Retail experts are not surprised at Wal-Mart’s achievements in Puerto Rico. Puerto Rican consumers took to Wal-Mart right away, having been acquainted with the retailer through stateside relatives and frequent trips to the United States. “In a way, Puerto Rico’s and Mexico’s proximity to the United States provided a cultural bridge to Wal-Mart,” said Oliveira. “That was not the case in Argentina and Brazil.”

“It has cost them a lot to make noise in the Argentinean market,” said Lecueder. “The other giant, Carrefour, has been there much longer and managed to adapt faster to the market.”

Carrefour leads with about one-third of the market, followed by CencoSud’s Disco and Jumbo supermarkets (about 22 percent) and Supermercados Coto (14.2 percent). With 11 stores, Wal-Mart comes in fourth, at about 5 percent of the market.
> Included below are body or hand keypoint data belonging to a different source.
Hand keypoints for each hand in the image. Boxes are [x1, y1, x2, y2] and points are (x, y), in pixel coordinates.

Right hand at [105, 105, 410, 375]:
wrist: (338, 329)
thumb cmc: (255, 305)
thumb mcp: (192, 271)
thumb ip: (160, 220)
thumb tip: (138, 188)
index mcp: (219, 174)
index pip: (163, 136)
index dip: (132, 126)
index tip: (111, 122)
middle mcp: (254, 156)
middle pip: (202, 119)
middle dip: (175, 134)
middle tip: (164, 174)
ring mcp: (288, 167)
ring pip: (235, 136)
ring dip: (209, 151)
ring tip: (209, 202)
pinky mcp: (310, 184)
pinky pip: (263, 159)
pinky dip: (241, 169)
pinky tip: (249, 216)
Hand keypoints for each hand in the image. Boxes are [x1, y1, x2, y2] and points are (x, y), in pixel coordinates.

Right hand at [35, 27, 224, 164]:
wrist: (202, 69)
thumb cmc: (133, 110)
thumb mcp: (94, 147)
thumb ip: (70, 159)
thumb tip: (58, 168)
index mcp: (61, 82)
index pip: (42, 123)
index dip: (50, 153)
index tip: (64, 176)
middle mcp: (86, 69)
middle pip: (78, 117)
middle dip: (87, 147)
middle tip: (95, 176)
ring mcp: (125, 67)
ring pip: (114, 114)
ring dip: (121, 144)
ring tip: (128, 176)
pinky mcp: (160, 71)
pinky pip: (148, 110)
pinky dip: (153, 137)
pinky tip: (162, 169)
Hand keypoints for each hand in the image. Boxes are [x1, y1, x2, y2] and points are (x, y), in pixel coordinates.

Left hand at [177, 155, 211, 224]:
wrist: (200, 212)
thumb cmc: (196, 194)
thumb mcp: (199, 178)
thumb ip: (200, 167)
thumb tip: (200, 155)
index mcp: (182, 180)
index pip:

Wal-Mart officials there declined to be interviewed, but observers say they would not be surprised if the company gobbles up one of its competitors in the near future.
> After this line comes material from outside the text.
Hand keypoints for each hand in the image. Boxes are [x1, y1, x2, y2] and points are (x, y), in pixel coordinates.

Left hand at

In addition to a lack of knowledge of the Argentinean consumer, Wal-Mart failed to seize good locations when it entered the country in 1995. It realized its error when the Argentinean government tightened zoning regulations on the location of big-box retailers, says David Nieves Piazza, president of Buenos Aires-based retail real estate consultant firm InterUrban. “Carrefour lost no time in growing in Argentina, while Wal-Mart took its time,” said Nieves. “It is now paying the price.”

But Actinver’s Brocado says he sees no reason Wal-Mart cannot succeed there, too. “It’s not all Wal-Mart’s fault,” he said. “Argentina went through a very difficult economic period.”

In many countries the key will be to generate a sizable sales volume that makes operations profitable, says Lecueder. But that might be easier said than done, considering the small size of such countries as Bolivia, Ecuador, Paraguay and Uruguay. The more attractive, bigger markets are in Chile, Colombia, Peru and Venezuela. In Chile the word is that Wal-Mart is in talks with D&S, owner of the Lider supermarket chain, which accounts for about one-third of that country’s supermarket sales. “Lider is an ideal fit to Wal-Mart,” said Figueroa. “Its business motto is also everyday low prices.”

Wal-Mart would not comment on specific markets. “We have said, in general, that we’re interested in further growth around the world and believe that Latin America will be one of the growth areas — that would include the markets where we’re already established and new markets as well,” said William C. Wertz, Wal-Mart’s director of international corporate affairs.

One factor that could favor international chains is Mercosur, the economic integration of the region’s countries, says Lecueder. “If Mercosur really operates in a fluid form, and the merchandise traffic was simpler, that would open possibilities,” he said. “To give you an example from Argentina — these retailers could expand to Chile and Uruguay by treating those points of sales as part of the Argentinean market. It will give them operational, logistical and efficiency edges that would ease growth.”

Edges that Wal-Mart would certainly use to speed its Latin American growth.